Wednesday, August 4, 2010

New information on professional indemnity insurance for midwives

The scanned page here is from a Draft Summary of Professional Indemnity Insurance for Midwives, developed by the  NMBA.  This flow chart outlines the process for midwives to comply with the professional indemnity insurance (PII) requirements of the National Registration and Accreditation Scheme which has been in effect since 1 July this year.

When I have found a link to the document at the NMBA website I will add that to this post.

As has been clearly stated for all to read, in this and other blogs and professional websites, midwives have sought to protect our right to practise midwifery as it has been defined internationally by the ICM - see Definition of a midwife. This ICM Definition is foundational to all Australian midwifery codes and courses of study. It is not something that can be ignored by legislators or regulators.

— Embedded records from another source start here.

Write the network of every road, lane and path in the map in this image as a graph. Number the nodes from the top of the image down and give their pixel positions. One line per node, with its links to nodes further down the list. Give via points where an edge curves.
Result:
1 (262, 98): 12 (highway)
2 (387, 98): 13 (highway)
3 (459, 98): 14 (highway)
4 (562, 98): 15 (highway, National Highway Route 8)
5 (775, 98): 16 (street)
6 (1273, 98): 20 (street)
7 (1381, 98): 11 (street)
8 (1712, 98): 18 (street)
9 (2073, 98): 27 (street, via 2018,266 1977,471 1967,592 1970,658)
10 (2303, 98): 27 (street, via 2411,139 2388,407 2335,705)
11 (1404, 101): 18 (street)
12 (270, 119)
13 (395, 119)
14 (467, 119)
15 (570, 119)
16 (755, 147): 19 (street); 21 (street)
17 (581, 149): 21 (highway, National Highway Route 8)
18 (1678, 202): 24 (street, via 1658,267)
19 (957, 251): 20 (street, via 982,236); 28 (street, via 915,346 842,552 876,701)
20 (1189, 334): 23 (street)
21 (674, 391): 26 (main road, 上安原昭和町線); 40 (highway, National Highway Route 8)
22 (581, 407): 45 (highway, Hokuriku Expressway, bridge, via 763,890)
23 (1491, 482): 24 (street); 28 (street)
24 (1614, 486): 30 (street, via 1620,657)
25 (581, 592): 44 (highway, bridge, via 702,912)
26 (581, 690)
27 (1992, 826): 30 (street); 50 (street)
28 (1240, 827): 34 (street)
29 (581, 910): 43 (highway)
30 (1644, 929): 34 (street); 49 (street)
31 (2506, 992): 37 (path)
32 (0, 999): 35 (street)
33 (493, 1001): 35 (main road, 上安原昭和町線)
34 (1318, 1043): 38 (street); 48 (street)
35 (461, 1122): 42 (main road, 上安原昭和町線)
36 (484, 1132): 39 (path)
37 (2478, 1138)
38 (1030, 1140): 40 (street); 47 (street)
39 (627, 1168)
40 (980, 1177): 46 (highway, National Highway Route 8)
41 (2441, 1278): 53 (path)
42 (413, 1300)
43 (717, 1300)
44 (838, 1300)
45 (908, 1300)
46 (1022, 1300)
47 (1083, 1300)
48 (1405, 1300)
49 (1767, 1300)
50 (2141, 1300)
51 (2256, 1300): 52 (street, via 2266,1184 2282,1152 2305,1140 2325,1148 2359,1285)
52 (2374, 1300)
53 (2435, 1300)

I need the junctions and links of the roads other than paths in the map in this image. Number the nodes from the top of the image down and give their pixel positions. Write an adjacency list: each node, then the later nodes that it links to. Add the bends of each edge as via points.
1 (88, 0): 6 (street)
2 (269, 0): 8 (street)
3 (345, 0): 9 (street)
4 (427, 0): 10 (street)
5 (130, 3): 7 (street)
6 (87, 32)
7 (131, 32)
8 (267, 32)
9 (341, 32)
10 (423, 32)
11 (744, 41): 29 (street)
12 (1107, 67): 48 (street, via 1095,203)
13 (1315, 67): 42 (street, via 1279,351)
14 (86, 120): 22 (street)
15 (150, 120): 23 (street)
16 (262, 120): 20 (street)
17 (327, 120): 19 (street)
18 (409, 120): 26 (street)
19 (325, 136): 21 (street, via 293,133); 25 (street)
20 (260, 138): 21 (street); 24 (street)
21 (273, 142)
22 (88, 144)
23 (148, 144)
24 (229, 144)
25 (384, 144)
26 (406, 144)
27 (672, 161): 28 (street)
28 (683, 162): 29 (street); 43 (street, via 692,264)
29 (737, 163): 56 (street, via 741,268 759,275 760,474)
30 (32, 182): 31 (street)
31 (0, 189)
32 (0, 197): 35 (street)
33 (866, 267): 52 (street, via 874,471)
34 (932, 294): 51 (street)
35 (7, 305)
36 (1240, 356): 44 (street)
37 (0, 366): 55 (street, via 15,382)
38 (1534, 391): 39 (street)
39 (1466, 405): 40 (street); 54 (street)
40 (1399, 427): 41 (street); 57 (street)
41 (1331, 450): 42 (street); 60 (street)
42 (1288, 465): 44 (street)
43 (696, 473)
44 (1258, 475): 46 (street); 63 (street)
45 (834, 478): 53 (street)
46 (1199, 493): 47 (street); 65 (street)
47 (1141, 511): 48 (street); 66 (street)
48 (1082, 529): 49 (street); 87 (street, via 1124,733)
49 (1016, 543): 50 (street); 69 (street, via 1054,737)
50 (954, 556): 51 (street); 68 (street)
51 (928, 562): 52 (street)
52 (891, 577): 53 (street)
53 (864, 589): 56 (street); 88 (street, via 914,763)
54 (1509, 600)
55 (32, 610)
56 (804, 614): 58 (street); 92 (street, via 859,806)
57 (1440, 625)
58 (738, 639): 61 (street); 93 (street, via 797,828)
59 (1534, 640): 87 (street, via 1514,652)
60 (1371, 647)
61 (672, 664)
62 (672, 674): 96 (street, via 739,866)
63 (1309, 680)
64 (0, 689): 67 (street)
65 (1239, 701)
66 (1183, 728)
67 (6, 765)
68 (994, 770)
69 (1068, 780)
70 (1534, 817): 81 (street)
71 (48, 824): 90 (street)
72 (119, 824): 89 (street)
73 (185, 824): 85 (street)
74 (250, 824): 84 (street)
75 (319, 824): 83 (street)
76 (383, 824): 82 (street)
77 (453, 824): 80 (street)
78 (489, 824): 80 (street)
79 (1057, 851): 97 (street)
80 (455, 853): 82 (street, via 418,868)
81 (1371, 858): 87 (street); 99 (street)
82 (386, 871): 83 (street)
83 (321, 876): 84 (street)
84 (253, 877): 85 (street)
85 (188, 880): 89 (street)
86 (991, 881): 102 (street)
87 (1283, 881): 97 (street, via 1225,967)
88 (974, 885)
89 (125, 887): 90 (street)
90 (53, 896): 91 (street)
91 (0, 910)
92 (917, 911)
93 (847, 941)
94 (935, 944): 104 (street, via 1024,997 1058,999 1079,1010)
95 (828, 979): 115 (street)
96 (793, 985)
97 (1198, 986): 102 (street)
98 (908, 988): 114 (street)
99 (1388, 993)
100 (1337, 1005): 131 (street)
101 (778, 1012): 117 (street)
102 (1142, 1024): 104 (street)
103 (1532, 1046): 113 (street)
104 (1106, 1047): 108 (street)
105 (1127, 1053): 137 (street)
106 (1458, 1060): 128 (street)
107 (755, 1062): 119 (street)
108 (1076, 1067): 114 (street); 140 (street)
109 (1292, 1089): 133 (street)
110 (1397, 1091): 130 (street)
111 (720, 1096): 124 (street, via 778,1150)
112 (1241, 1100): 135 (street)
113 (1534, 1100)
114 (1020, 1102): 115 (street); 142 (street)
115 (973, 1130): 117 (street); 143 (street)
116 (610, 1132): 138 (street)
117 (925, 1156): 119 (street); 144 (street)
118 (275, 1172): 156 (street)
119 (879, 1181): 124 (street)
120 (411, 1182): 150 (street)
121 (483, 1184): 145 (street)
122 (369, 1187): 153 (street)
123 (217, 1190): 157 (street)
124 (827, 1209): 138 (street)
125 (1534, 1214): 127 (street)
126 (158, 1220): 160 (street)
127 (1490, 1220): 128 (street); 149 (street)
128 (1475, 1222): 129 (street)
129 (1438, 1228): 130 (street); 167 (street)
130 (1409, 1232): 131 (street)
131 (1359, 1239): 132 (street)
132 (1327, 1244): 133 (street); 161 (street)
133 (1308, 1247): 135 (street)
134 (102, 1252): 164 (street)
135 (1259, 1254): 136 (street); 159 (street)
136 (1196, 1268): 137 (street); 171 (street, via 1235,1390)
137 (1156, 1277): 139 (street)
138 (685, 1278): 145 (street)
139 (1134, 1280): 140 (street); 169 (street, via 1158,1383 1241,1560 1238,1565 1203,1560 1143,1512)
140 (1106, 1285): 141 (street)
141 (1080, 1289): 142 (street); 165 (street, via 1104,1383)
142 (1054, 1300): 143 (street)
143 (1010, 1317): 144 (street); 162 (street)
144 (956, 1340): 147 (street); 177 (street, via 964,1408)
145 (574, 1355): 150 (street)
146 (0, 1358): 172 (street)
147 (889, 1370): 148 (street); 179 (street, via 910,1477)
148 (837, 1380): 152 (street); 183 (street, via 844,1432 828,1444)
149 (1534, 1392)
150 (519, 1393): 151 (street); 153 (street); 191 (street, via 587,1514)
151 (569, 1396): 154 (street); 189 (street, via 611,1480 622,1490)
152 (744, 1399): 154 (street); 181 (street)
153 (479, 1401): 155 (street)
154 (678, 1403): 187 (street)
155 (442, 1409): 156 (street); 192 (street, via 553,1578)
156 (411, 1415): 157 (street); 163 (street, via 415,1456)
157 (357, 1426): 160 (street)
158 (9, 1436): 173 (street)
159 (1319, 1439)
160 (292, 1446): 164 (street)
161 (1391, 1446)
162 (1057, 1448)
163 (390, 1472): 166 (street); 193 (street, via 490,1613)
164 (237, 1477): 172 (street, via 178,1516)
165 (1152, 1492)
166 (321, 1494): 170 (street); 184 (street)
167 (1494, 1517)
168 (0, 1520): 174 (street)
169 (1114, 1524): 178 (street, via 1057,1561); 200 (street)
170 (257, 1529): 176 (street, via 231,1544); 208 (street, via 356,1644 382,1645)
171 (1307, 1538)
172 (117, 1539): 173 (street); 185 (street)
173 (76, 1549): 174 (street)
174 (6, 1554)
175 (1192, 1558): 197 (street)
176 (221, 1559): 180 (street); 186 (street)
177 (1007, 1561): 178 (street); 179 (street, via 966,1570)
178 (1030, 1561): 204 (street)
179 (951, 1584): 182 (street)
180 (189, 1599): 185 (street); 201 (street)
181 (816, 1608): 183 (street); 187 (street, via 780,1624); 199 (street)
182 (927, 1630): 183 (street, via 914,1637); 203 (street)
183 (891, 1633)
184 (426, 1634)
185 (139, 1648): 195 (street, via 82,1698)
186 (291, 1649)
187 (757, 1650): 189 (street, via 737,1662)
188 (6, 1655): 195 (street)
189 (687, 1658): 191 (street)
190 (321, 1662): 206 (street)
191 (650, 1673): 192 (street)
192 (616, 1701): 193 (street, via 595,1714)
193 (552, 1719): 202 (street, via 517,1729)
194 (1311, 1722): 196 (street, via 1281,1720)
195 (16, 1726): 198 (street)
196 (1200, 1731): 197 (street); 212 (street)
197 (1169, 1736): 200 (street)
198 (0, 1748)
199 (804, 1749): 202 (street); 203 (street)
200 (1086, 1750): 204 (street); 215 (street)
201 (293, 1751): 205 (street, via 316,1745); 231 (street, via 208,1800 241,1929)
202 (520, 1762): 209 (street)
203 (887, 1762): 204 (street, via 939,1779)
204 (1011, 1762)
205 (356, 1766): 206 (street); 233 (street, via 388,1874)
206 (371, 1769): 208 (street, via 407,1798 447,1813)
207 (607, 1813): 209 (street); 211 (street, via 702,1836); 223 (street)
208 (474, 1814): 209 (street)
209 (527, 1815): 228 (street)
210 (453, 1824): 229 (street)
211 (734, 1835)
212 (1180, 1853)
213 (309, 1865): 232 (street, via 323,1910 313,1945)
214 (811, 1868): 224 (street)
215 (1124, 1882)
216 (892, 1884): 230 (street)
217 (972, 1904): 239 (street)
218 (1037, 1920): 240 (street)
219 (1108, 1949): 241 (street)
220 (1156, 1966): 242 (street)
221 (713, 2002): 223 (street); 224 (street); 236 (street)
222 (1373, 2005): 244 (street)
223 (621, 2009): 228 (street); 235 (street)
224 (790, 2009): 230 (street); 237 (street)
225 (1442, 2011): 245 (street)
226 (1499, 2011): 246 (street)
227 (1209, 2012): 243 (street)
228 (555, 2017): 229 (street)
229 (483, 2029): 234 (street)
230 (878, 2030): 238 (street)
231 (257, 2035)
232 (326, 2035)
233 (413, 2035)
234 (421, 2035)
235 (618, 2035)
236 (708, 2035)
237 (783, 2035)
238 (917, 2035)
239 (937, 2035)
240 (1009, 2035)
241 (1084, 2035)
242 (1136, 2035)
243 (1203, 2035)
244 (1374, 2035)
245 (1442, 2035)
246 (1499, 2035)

According to this flow chart, there are three options for private midwifery practice.

1. ONLY PROVIDING HOMEBIRTH intrapartum midwifery services with no antenatal or postnatal care. --- Midwife does not require PII.

2. and 3. Midwife intends to provide private antenatal, intrapatum care in hospital setting &/or postnatal care. --- Midwife must purchase PII.

#2 Midwife provides private midwifery services for pre and postnatal care without any access to Medicare, and purchases appropriate PII.

#3 Midwife provides private midwifery services for pre, intra, and postnatal care, and has the notation by the NMBA as a midwife who is eligible for Medicare. The midwife purchases PII from the Australian Government-supported authorised insurance provider.

Option #1 is unreasonable - UNPROFESSIONAL!
There is no point in calling ourselves midwives if we cannot practise midwifery. It's outrageous to be forced into being in the position, as this flow chart indicates, of "Only providing homebirth intrapartum midwifery services with no antenatal or postnatal care." What sort of midwife would take professional responsibility for homebirth without also providing prenatal and postnatal services? How is it that a body charged with regulation of midwifery in this country should consider a statement like that reasonable, that it should appear in a draft flow chart under the NMBA letterhead?

This is madness, as the regulators try to squeeze a square peg (NRAS) into a round hole (midwifery). The requirement for PII, with the 2-year exemption for homebirth, was never a workable arrangement.

The midwife is 'with woman' - not 'with homebirth'! In normal, physiological labour the woman and her midwife agree on the best place for birth as progress and other events at the time are taken into account.

1 comment:

Joy Johnston said...

A colleague has suggested that I am being excessively critical of the NMBA in this post, in that the Board has been handed the mess
that politicians and bureaucrats have caused.

That may be the case.

But, the NMBA have put out this draft flow chart of professional indemnity insurance for midwives, acknowledging the exemption for homebirth, and posing a totally unprofessional solution for women in the care of midwives who attend homebirths without any insurance.

The regulatory boards are there to "Protect the public". They have to make regulatory standards that are in the public interest - which this one clearly is not.

This standard puts the lives of mothers and babies at risk.

Let's not look at the midwife - look at the woman. Midwives are supposed to provide woman centred care. Look at the woman at the centre of that option of care where the midwife only provides intrapartum care. Perhaps this woman will have a visit with the GP and may even have some antenatal care with the local public hospital. Perhaps she is well nourished and fit and all's perfect. What happens when postnatally the midwife drops in for a cuppa and recognises jaundice? Will that midwife facilitate the urgent review of the baby at a hospital with the capacity for treatment, or set up an inadequate level of phototherapy in the sunlight (if there is any)? Will the midwife play this absurd and pointless game that she/he cannot give postnatal care. Will the midwife coach the parents as to what they can and can't say about her/his involvement in their care, that she/he just happened to drop in for a cuppa and to bring over some fresh scones and noticed that this baby who is not yet 2 days old is a bit orange?

What about Rh Negative women in this group?

What about early breastfeeding problems in this group?

We need to call a spade a spade. The NMBA will act with all its considerable authority and power if a complaint is made against a midwife. Their duty to the public, in whose interest they are bound to act, is to refuse to publish a Registration Standard that is so clearly compromising the care of individual women and babies.